Teri followed suit, and Ryan lifted his Coke.
“To many more good Saturdays,” Tom said.
“Many more,” Teri echoed.
Ryan clicked his glass with theirs, but knew that from now on he’d much rather be at school with Melody and Clay Matthews, and the rest of his new friends than be home with Tom Kelly.
For tonight, he’d just get through dinner, and be polite, and not make his mother any more miserable than she already looked. He’d think about Tom Kelly and the rest of it when he was back in his dorm room, alone.
As alone as he already felt, now that he had apparently become just one more of the inconvenient kids stashed away at St. Isaac’s.
CHAPTER 39
ABDUL KAHADIJA WALKED slowly down the street. It was twilight, that strange time when the light of Allah is bright enough to illuminate the goal, but faded enough to hide all but the most obvious intruder. And there was nothing obvious about Abdul Kahadija; to anyone glancing out a window, he would have appeared no different from anyone who lived in the neighborhood, and when he casually slipped between two houses and into the backyard of his target, he might as well have been heading for his own garage.
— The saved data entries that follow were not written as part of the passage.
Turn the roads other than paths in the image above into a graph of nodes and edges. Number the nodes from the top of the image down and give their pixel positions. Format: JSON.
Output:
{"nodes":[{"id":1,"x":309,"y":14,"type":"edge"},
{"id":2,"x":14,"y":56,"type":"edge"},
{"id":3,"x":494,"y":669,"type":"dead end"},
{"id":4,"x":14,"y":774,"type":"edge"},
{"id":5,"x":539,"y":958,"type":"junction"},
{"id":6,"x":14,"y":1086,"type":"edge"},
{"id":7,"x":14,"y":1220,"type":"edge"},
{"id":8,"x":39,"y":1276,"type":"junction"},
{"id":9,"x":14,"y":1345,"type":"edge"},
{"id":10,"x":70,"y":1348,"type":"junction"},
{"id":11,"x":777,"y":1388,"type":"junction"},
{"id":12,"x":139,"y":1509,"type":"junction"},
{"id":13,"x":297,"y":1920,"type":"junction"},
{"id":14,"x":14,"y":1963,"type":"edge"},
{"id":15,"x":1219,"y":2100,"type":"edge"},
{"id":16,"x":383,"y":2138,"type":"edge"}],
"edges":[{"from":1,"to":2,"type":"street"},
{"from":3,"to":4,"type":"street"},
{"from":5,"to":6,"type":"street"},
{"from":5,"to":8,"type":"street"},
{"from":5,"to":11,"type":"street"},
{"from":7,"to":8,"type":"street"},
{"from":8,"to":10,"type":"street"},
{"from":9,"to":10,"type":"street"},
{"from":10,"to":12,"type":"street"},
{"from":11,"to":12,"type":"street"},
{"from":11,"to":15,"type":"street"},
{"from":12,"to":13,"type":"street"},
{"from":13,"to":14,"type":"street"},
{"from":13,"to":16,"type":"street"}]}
A covered barbecue grill sat like a great humped creature on the wide patio, along with a table and four chairs, minus cushions and the umbrella that surely made this a homey scene, come long summer evenings.
He listened carefully. No sounds from inside the house. No sounds from neighboring houses. Through the glass in the kitchen door, he could see one lamp lighting the living room, as well as the porch light; the rest of the rooms were dark.
He pulled his thin black gloves a little tighter, then took a glass cutter from his pocket. Moving close to the door to muffle the sound, he etched a rough circle in the pane nearest the doorknob, then turned the cutter to rap the glass sharply with its opposite end.
Instead of a single piece of glass falling away, the entire pane shattered. r />
A dog barked a few houses away. Nothing else.
Abdul Kahadija reached through the broken glass, twisted the knob, and moved silently through the doorway and into the kitchen. Though no one was home, he was loath to make even the smallest of sounds; the tinkle of broken glass had been regrettable, but unavoidable, but there must be no more noise.
Abdul intended to leave nothing of himself in this house, no sound, no print, not even the essence of his spirit.
But where to begin a search for the tiny, easily concealed object he sought?
It could be anywhere.
He stood still in the center of the room and tried to sense the inhabitants of the house. Where might they put such a relic?
But he had no feel for them. They felt foreign—soulless. Surely they had no idea of the treasure that was in their possession.
He checked his watch. He had allowed himself twenty minutes to search, and already four minutes had passed, and he had not even begun.
He started with the small drawers in the kitchen, but it was only a cursory search; surely they wouldn’t keep it here. Still, he rummaged quickly through the tangle of rubber bands, receipts, a few screws and broken switch plates that filled the drawers. Not the kitchen.
The living room seemed too austere; what he sought would not be here, not even in the drawers of the breakfront where surely they kept their silver, if this family owned anything of such value.
The bedrooms.
Lightly, making no sound, Abdul glided up the stairs into the master bedroom, where his eyes fell instantly on a lacquered, inlaid jewelry chest that sat squarely on the dresser.
Praise be to Allah.
He unconsciously tugged his thin black gloves once more, then opened the lid of the jewelry box.
A metallic tune began to play, shattering the silence, and setting his heart to jackhammering in his chest.
Abdul quickly found the music box switch and depressed it with a finger while he used his other hand to go through the jewelry.
What he sought was not among the cheap necklaces and bracelets that filled the beautiful box. The box, indeed, was likely worth far more than its contents.